Vilnius Blekaitis - Wheaton, Maryland
As always, your most recent installment of Frontline/World
was astonishingly informative, moving and engrossing. I
went through withdrawal for a while when the regular Frontline
seemed to disappear, but now I am a convert.
Please keep up the good work--your
show demonstrates beyond all doubt that, contrary to what
one pundit has said, PBS is still relevant simply because
it provides the best programming available to curious viewers.
Yes, we should aid in the reconstruction
of Afghanistan, just as we should press Putin to prove he's
a democrat, because we have been the beneficiaries of a
democratic state and we should strive to ensure that nascent
and fragile democracies everywhere can lay down strong foundations
(Ms. Chayes' story is in a sense a metaphor for the struggles
that lie ahead for the Afghan people and for our obligations).

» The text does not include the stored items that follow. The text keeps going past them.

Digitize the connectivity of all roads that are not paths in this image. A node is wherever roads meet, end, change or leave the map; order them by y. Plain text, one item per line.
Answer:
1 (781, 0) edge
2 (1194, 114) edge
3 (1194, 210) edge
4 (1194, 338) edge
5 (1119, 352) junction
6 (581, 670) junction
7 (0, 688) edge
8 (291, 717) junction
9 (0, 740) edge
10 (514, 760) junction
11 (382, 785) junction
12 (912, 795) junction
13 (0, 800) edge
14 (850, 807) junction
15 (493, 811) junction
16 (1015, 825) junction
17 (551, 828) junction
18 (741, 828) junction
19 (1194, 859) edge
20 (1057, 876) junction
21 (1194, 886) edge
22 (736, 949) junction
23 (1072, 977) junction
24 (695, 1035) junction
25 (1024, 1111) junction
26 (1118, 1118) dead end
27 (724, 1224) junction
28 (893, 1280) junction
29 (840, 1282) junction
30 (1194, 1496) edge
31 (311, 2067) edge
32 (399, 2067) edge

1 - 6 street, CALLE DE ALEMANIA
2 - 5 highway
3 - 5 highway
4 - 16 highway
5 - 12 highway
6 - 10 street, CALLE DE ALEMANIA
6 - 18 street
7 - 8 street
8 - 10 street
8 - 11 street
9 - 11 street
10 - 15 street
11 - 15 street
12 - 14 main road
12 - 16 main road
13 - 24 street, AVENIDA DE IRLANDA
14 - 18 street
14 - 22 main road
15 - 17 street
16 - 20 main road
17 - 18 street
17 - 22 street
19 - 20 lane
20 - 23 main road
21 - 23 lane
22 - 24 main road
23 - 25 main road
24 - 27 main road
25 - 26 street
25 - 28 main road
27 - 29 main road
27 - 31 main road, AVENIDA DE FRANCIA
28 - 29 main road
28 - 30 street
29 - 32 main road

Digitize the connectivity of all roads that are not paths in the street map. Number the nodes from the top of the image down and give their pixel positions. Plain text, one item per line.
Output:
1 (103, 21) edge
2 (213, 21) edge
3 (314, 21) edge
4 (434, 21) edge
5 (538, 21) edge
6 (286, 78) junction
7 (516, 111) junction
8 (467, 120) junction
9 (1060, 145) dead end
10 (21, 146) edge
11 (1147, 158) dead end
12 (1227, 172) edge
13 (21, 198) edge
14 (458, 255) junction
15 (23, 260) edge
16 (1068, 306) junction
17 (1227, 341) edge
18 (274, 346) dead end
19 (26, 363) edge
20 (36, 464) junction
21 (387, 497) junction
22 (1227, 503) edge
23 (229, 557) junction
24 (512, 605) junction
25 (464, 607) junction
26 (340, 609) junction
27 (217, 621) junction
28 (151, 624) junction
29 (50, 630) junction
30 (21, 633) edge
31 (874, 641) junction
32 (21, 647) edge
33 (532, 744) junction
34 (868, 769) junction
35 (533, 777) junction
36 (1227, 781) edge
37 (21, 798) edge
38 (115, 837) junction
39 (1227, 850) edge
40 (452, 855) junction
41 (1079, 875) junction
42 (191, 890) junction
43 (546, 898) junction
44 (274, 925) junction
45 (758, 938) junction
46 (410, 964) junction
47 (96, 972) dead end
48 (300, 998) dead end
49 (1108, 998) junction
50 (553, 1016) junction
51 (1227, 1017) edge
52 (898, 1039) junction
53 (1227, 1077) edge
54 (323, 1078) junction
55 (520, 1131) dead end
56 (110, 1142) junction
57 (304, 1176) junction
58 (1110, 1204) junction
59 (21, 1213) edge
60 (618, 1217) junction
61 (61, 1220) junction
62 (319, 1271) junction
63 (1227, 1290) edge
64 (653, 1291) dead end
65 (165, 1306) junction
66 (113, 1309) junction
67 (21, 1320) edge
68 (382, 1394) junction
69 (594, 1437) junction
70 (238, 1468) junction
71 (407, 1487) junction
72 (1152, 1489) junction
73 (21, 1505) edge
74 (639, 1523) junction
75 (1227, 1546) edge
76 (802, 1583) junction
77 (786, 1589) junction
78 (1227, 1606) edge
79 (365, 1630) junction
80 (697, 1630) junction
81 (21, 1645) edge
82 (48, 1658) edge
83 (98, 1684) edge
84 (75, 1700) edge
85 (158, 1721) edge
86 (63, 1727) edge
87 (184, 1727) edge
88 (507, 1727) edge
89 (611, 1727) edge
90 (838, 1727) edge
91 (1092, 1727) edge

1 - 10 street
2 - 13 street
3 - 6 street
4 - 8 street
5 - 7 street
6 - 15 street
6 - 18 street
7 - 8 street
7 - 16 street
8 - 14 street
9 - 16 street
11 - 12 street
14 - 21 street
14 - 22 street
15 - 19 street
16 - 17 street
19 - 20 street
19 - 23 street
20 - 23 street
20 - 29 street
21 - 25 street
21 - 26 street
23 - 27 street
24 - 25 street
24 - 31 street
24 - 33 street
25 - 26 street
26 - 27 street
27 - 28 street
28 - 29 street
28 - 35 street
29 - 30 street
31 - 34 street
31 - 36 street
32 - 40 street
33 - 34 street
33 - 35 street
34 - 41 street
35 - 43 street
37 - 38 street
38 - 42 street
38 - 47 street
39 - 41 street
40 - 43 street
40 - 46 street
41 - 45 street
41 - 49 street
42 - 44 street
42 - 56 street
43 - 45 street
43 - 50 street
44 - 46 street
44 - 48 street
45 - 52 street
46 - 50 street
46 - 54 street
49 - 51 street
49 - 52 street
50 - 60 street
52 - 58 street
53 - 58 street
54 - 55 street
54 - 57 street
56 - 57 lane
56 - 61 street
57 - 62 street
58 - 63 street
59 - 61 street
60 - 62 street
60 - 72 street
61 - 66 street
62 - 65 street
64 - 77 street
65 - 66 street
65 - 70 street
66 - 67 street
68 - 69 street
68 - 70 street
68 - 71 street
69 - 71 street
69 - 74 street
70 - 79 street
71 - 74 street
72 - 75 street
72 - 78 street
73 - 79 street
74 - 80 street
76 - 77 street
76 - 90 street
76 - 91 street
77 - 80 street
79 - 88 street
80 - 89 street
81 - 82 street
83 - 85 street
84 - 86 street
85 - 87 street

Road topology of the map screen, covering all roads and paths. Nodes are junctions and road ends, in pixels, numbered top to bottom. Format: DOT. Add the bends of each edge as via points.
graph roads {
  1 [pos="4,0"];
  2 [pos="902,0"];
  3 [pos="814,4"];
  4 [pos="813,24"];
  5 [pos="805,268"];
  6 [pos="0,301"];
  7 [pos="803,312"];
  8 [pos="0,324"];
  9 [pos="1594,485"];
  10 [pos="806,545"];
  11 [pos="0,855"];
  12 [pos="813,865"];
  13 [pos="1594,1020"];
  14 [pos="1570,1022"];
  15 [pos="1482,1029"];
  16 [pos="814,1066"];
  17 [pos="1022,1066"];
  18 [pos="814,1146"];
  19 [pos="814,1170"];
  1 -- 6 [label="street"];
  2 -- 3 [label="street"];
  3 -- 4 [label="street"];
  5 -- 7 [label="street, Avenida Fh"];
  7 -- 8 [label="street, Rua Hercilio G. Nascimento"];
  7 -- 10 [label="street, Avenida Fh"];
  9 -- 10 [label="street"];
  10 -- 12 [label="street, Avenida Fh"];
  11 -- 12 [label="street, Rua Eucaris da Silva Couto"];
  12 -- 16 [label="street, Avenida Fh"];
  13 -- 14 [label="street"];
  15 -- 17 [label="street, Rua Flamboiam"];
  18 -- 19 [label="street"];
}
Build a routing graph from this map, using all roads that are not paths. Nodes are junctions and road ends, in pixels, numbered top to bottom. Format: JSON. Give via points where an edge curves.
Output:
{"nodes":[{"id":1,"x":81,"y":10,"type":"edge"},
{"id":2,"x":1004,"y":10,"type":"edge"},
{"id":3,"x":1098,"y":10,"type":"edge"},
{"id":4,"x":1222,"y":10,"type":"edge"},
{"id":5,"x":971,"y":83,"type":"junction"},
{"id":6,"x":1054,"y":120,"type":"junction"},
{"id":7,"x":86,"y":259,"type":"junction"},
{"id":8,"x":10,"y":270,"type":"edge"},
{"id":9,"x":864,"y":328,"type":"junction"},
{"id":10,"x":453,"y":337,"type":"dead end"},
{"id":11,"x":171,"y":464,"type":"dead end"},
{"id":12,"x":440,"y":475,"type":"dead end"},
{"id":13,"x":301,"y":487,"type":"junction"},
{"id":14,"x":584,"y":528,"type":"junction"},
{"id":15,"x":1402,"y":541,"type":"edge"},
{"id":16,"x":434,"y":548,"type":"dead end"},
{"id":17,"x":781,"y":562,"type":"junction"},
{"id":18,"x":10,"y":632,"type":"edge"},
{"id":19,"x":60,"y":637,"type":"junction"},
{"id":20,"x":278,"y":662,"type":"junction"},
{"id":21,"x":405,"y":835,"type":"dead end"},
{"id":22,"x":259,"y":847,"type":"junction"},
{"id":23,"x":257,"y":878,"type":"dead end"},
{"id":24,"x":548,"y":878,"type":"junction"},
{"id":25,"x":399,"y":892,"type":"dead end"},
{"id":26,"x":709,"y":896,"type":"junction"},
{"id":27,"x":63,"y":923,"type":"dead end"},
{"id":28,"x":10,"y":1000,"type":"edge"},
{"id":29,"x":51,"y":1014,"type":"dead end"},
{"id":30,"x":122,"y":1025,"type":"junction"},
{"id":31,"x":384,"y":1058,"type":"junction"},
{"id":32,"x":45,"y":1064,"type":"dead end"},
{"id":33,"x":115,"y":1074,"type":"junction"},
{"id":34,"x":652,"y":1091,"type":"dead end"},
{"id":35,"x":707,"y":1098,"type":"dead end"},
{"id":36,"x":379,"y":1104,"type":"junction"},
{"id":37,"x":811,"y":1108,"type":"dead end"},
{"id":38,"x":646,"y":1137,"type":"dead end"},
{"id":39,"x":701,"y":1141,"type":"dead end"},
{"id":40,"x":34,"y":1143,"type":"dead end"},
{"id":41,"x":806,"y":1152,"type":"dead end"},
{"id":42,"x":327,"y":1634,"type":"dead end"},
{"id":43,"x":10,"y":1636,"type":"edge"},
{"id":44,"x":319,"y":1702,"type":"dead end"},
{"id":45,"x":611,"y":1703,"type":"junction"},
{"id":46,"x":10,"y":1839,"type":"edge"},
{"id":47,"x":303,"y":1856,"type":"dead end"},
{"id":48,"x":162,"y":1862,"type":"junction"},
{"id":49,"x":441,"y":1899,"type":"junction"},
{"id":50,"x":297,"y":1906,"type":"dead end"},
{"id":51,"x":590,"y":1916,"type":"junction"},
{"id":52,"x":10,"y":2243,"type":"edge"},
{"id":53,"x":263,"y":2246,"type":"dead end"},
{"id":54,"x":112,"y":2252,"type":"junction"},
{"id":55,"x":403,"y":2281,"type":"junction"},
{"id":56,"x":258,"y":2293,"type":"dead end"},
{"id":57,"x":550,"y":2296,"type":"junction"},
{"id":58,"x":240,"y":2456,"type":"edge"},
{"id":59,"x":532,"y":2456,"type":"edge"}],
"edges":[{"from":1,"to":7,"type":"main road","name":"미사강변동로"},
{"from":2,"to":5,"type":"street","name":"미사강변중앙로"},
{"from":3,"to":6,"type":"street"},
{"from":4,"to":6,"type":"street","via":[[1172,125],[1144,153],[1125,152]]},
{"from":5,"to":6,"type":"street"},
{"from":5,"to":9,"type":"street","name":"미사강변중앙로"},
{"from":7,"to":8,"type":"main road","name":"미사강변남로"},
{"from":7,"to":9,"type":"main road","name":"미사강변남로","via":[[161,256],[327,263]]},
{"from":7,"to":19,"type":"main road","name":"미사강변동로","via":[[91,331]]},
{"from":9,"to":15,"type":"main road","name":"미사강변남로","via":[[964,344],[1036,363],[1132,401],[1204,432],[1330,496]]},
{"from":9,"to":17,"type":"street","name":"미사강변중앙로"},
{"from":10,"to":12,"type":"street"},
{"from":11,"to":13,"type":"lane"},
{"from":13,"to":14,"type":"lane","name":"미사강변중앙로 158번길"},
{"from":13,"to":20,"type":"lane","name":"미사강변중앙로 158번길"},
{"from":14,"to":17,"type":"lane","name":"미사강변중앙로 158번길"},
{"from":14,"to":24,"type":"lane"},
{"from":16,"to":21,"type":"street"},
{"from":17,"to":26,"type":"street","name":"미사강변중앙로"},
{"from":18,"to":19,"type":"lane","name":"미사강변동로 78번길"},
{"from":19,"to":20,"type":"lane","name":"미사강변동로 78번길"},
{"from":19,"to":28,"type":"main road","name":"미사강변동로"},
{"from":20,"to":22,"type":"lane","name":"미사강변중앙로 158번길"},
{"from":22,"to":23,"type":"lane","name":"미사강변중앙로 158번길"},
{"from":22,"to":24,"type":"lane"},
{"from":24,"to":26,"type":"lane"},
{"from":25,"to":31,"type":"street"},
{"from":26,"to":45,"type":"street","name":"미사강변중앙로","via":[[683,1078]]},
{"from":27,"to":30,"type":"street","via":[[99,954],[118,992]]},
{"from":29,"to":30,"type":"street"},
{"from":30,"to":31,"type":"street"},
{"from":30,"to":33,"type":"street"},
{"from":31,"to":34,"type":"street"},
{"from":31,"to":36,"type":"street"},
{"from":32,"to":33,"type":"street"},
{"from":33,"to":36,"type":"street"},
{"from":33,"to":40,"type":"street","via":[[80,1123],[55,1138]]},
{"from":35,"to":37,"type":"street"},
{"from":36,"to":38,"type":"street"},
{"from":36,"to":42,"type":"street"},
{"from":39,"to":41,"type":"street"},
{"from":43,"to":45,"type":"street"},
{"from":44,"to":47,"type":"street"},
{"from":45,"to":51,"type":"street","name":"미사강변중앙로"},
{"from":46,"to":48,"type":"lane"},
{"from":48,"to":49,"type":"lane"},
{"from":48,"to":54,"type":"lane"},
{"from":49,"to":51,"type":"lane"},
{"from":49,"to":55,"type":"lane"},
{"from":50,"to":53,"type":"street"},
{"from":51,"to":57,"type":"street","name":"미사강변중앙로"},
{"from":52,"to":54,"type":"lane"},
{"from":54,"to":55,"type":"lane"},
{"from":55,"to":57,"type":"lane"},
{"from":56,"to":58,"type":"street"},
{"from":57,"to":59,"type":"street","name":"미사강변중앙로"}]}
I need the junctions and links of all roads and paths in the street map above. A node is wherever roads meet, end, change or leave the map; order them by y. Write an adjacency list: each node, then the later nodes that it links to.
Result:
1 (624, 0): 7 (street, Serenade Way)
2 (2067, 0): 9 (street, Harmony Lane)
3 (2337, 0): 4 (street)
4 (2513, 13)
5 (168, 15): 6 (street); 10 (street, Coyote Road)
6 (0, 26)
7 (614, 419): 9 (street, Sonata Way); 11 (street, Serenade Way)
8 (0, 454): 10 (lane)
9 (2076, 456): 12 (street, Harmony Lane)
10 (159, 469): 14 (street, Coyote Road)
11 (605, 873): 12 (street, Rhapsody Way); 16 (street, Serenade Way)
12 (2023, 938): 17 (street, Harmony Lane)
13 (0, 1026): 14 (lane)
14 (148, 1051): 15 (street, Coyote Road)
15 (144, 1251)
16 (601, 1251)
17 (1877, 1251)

Our democracy was created brick by agonizing brick, with
many cracks and faults along the way, but our "house" is
pretty solid; now it is time to spend less on billion dollar
aircraft and more on assisting others in the construction
of their homes; in a few generations, with enough blood,
sweat and tears, perhaps our house will be part of a larger
Kudos again to reporters Sarah Chayes
and Sabrina Tavernise for a spellbinding hour of reportage.
Anonymous - Texas
Sarah is obnoxiously presumptuous and self-important. I
suspect she did more damage to the image of Americans among
Afghanistanis than any number of accidental bombings. The
program was really too embarrassing to watch.
Responding to Anonymous in Texas:
Anonymous - St. Cloud, Minnesota
This goes out to Anonymous in Texas... I can't believe
how obnoxious YOU sound. I could barely stand to read
your insults! That wonderful woman is a gift to the people
that she is involved with. Thank God for people such as
herself who risk their LIVES to help and inform others
about situations we would NEVER hear about otherwise.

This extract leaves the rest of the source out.